(Last) Weekly Roundup: Cathedrals Burned And Built Edition
There's a monster growing outside my hotel window here in New York City. It's called the Central Park Tower and it will have the tallest rooftop in the Western Hemisphere. In the Middle East and in Asia, of course, they build higher; the Chinese, in particular, treat the construction of massive skyscrapers with the same seriousness that Americans reserve for making sure that all pronouns are gender-neutral.
From my window I can see the cantilevered side of the structure. The "air rights" for the cantilever were purchased from the directors of the Art Students League next door; the members of the League promptly sued the directors. A court told them to pound sand. In New York, the very air above you can be purchased. Some part of the building was once the city's original Steinway dealership. In recognition of this, there will be Steinway pianos in the building. They will not go unplayed, as they do in Beverly Hills, because the new owners will have children with musical accomplishments.
Central Park Tower will cost three billion dollars by the time it is completed.
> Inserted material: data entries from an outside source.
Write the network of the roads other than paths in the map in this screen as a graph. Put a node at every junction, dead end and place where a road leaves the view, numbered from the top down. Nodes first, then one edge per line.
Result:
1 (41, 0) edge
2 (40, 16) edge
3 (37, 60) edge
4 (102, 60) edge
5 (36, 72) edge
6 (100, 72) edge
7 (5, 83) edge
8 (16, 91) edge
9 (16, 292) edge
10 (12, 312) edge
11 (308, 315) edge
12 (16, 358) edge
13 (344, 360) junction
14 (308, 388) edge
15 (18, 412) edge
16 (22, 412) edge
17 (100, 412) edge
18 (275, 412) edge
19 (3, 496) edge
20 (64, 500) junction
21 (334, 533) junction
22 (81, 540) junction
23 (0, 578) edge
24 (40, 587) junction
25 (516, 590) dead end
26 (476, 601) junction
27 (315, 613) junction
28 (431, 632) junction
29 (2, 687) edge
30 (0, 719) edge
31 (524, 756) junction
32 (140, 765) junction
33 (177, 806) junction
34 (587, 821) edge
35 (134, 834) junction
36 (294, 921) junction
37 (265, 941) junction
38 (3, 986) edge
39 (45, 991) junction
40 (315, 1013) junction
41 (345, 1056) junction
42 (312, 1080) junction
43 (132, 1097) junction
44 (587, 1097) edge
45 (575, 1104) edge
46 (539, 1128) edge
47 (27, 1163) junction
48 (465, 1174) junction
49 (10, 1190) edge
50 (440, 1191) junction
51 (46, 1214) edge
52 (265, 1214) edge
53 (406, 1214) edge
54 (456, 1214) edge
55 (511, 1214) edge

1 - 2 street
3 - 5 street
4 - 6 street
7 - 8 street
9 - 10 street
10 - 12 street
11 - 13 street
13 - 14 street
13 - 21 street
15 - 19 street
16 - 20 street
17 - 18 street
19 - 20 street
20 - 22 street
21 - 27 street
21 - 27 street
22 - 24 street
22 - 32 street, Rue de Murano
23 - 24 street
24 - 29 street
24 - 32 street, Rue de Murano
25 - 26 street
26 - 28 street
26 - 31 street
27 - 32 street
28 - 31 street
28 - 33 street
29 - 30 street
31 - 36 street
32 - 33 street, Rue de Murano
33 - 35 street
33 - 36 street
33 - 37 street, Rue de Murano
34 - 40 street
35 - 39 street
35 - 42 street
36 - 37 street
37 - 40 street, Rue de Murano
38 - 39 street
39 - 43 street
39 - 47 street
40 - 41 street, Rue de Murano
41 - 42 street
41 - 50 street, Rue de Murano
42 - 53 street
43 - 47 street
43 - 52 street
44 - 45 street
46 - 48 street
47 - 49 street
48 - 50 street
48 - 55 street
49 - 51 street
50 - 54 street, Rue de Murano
You can roost near the top for a mere $95 million, or you can live down near the proles for a quarter of that. It's worth noting that there are only two kinds of people in the world where these prices are concerned: those for whom such a residence is beyond even the distant reaches of possibility, and those for whom it will be a second home, a pied-a-terre for occasional visits to the city, a minor part of a diversified portfolio. It's become common for Chinese families to buy these things as hedges against some potential chaos in the homeland. Russians, too.
In fact, the entire saga of the tower, as blandly described on Wikipedia, has a distinctively international flavor to it. The Chinese own a big part of it, the Israelis were involved somehow, various globe-spanning banks and corporations bailed each other out of potentially bad loans. None of it makes much sense until you consider that the building simply must exist. There are 179 extremely powerful and important individuals out there who wish it to exist, to say nothing of the Nordstrom corporation and the various other business tenants. It is an expression of will, of belief, of faith.
Which is to say... it's a cathedral.
As the new cathedral rises, the old one burns. The media and the government in France tripped over themselves assuring the population that it was not arson, presumably to prevent further social unrest. Yet there appears to be a coordinated effort to burn and desecrate churches in France. The government pretends to not know the reasons, even though they are obvious to anyone who has set foot in that country over the past decade. Christianity is on the way out in Europe, beset by the twin pincers of self-interested woke-capital atheism from within and vibrant Islam from without. Of course the churches have to burn. Everyone involved understands the power of symbols.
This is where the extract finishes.